Peach harvest was a bust this year; of seven varieties of leaf curl resistant peach trees only one bore fruit, and for that one tree, one fruit was its maximum output. Yes, I picked one peach for my year’s worth of peach tree pampering. (Good thing I already have plenty of dry firewood.)

peach with a nice noseTree-ripened peach: As rare on Vashon as a washed truck and shaved face.

Now that my whining has subsided, and I’ve enjoyed this one succulent peach slowly, deliberately and ceremonially, I can write about it in a mature fashion, sharing its delicious legacy without the use of expletives and pouting.  Avalon Pride is a great peach for the home orchard and next to the Frost peach, the best peach to grow in our cool climate, and in my opinion, the sweetest tasting as well.

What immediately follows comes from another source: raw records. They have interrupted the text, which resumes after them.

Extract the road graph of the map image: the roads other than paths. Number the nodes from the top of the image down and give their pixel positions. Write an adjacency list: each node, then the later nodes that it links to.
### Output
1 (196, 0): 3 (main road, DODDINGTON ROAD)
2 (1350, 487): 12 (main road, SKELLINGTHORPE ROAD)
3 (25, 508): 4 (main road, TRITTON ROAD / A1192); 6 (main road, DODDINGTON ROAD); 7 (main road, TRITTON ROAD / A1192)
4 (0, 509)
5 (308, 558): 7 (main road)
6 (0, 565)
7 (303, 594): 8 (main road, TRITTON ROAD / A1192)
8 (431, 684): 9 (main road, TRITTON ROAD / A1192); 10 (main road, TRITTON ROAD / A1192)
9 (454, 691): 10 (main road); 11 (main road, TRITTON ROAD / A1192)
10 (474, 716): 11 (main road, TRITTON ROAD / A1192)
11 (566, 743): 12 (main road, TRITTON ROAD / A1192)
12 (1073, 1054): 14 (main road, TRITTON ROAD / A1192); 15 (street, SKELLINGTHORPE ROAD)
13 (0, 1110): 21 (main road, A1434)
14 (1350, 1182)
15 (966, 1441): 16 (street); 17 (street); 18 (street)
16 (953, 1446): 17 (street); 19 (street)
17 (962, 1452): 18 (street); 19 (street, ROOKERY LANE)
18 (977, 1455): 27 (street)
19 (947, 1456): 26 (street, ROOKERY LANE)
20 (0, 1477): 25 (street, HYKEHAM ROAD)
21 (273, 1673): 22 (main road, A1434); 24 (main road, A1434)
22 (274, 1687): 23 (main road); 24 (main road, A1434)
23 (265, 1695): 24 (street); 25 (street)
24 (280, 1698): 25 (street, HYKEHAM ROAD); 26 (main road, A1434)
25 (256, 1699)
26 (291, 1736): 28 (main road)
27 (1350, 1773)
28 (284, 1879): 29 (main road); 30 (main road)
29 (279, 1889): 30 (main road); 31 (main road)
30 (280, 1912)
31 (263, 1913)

One of Avalon Pride’s quirks is its tendency to grow a tandem peach, a mini me of sorts that piggybacks on the mother fruit and stays put until harvest. Any time I’ve tried to remove the sidekick, the larger peach dropped in a couple days.

limoges china bowl and fresh peaches

Here’s a look at Avalon Pride before I savored every little bit in slow bites and lengthy chews. The remaining mini-me peach is more garnish than mainstay.

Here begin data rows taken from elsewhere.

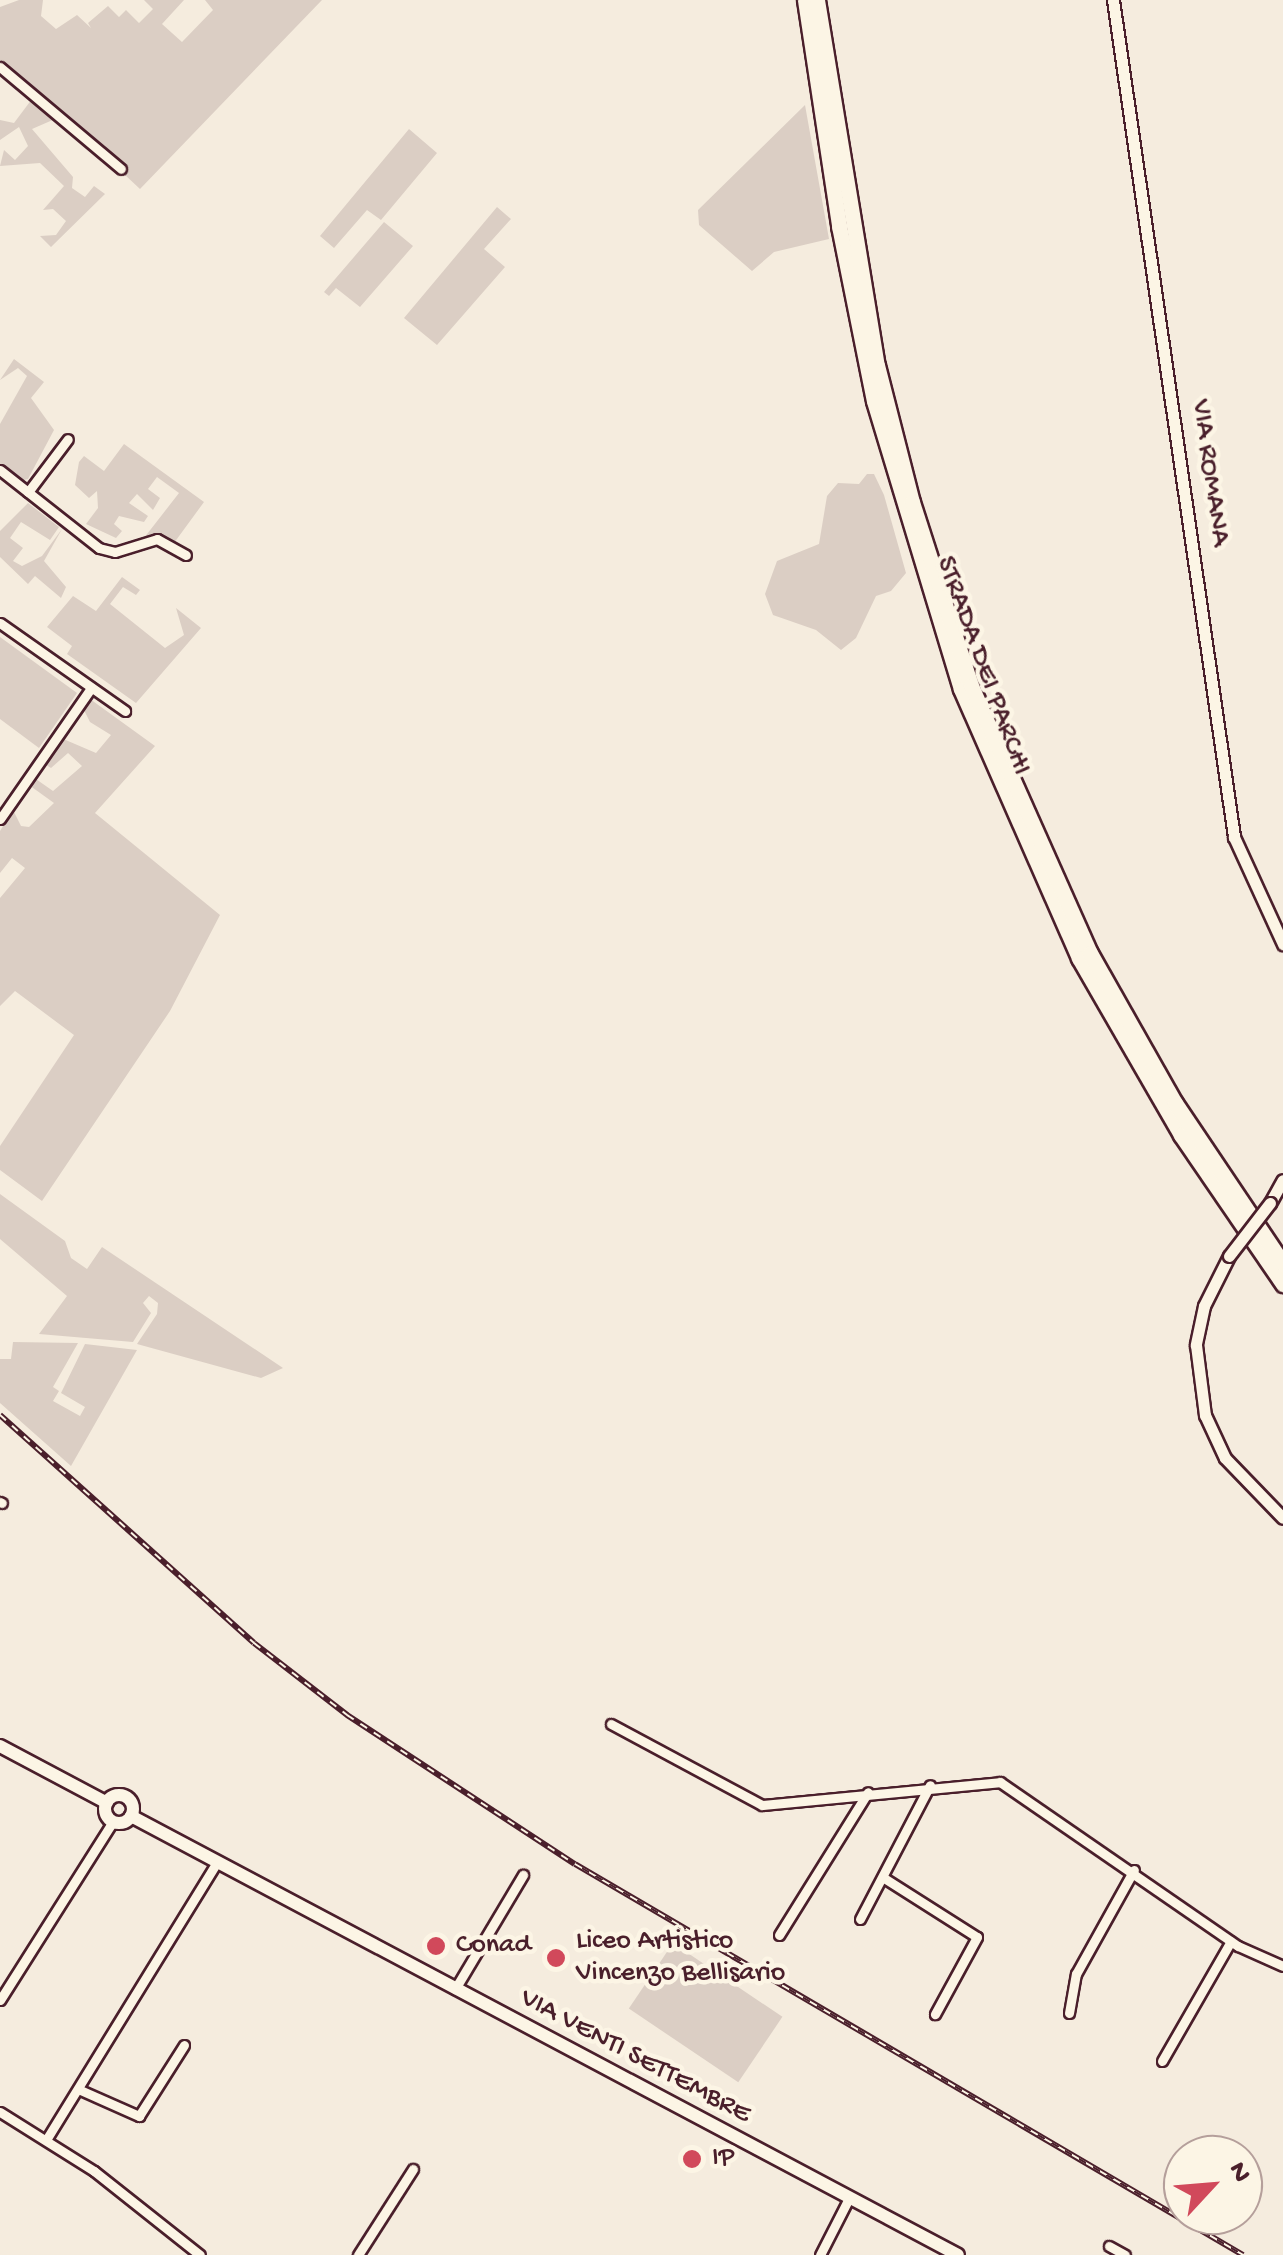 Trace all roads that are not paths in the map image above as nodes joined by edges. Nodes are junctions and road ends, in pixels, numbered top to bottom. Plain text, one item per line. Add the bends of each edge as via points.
1 (805, 0) edge
2 (817, 0) edge
3 (1113, 0) edge
4 (4, 70) edge
5 (0, 84) edge
6 (121, 169) dead end
7 (68, 439) dead end
8 (0, 470) edge
9 (28, 492) junction
10 (186, 555) dead end
11 (0, 623) edge
12 (91, 688) junction
13 (125, 711) dead end
14 (0, 819) edge
15 (1283, 944) edge
16 (1283, 1180) edge
17 (1283, 1264) edge
18 (1283, 1284) edge
19 (1283, 1518) edge
20 (610, 1724) dead end
21 (0, 1746) edge
22 (930, 1785) junction
23 (868, 1792) junction
24 (106, 1803) junction
25 (131, 1816) junction
26 (112, 1821) junction
27 (217, 1862) junction
28 (1134, 1870) junction
29 (523, 1875) dead end
30 (884, 1878) junction
31 (860, 1919) dead end
32 (779, 1935) dead end
33 (1231, 1941) junction
34 (1283, 1966) edge
35 (455, 1988) junction
36 (0, 2000) edge
37 (1069, 2013) dead end
38 (934, 2014) dead end
39 (184, 2044) dead end
40 (1162, 2061) dead end
41 (78, 2089) junction
42 (0, 2112) edge
43 (46, 2140) junction
44 (414, 2169) dead end
45 (849, 2198) junction
46 (1108, 2246) dead end
47 (934, 2249) edge
48 (200, 2255) edge
49 (358, 2255) edge
50 (820, 2255) edge
51 (958, 2255) edge
52 (1125, 2255) edge

1 - 18 highway, STRADA DEI PARCHI via 836,211 874,402 914,552 975,728 1044,886 1132,1054
2 - 17 highway, STRADA DEI PARCHI via 877,365 916,518 972,686 1090,953 1175,1103
3 - 15 main road, VIA ROMANA via 1234,837
4 - 5 street
4 - 6 street
7 - 9 street
8 - 9 street
9 - 10 street via 104,550 158,539
11 - 12 street
12 - 13 street
12 - 14 street
16 - 19 main road, bridge via 1228,1256 1204,1306 1196,1345 1204,1415 1226,1458
20 - 23 street via 762,1804
21 - 24 main road
22 - 23 street
22 - 28 street via 1000,1782
22 - 30 street
23 - 32 street
24 - 25 main road, VIA VENTI SETTEMBRE via 126,1797
24 - 26 main road
25 - 26 main road
25 - 27 main road, VIA VENTI SETTEMBRE
26 - 36 street
27 - 35 main road, VIA VENTI SETTEMBRE
27 - 41 street
28 - 33 street
28 - 37 street via 1076,1974
29 - 35 street
30 - 31 street
30 - 38 street via 978,1937
33 - 34 street
33 - 40 street
35 - 45 main road, VIA VENTI SETTEMBRE
39 - 41 street via 139,2116
41 - 43 street
42 - 43 street
43 - 48 street
44 - 49 street
45 - 47 main road, VIA VENTI SETTEMBRE
45 - 50 street
46 - 52 street
47 - 51 main road, VIA VENTI SETTEMBRE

If you’re nosing around to find a good peach tree for your Pacific Northwest backyard, I’d suggest Avalon Pride, a profile in reliability and good taste.

Ten reasons to love the Avalon Pride Peach (Tree)

  1. Reliable producers (most years)
  2. Semi-freestone, though seed does tend to split as seen above
  3. Very sweet
  4. Nice texture
  5. Full-bodied peach flavor, aromatic
  6. Self-fertile (doesn’t need a different variety peach tree for pollination.)
  7. Peach Leaf Curl Resistant ( a huge plus for the Pacific Northwest)
  8. Handsome tree
  9. Fruit often sprouts a novel nose
  10. Is readily available to home orchards and gardeners.

Mail Order Nursery Sources: Burnt Ridge Nursery (WA), Grandpa’s Orchard (MI), One Green World (OR), Raintree Nursery (WA)

15 COMMENTS

    • My Avalon, is a 5 year old tree. I bought the tree from Brunt Ridge Nursery in Onalaska Wash.

      It produces maybe 2 peaches a year. My tree is not peach curl resistant. Every year our come the copper sulfite spray. Nope no help.

      The tree has a wonderful vertical shape to it.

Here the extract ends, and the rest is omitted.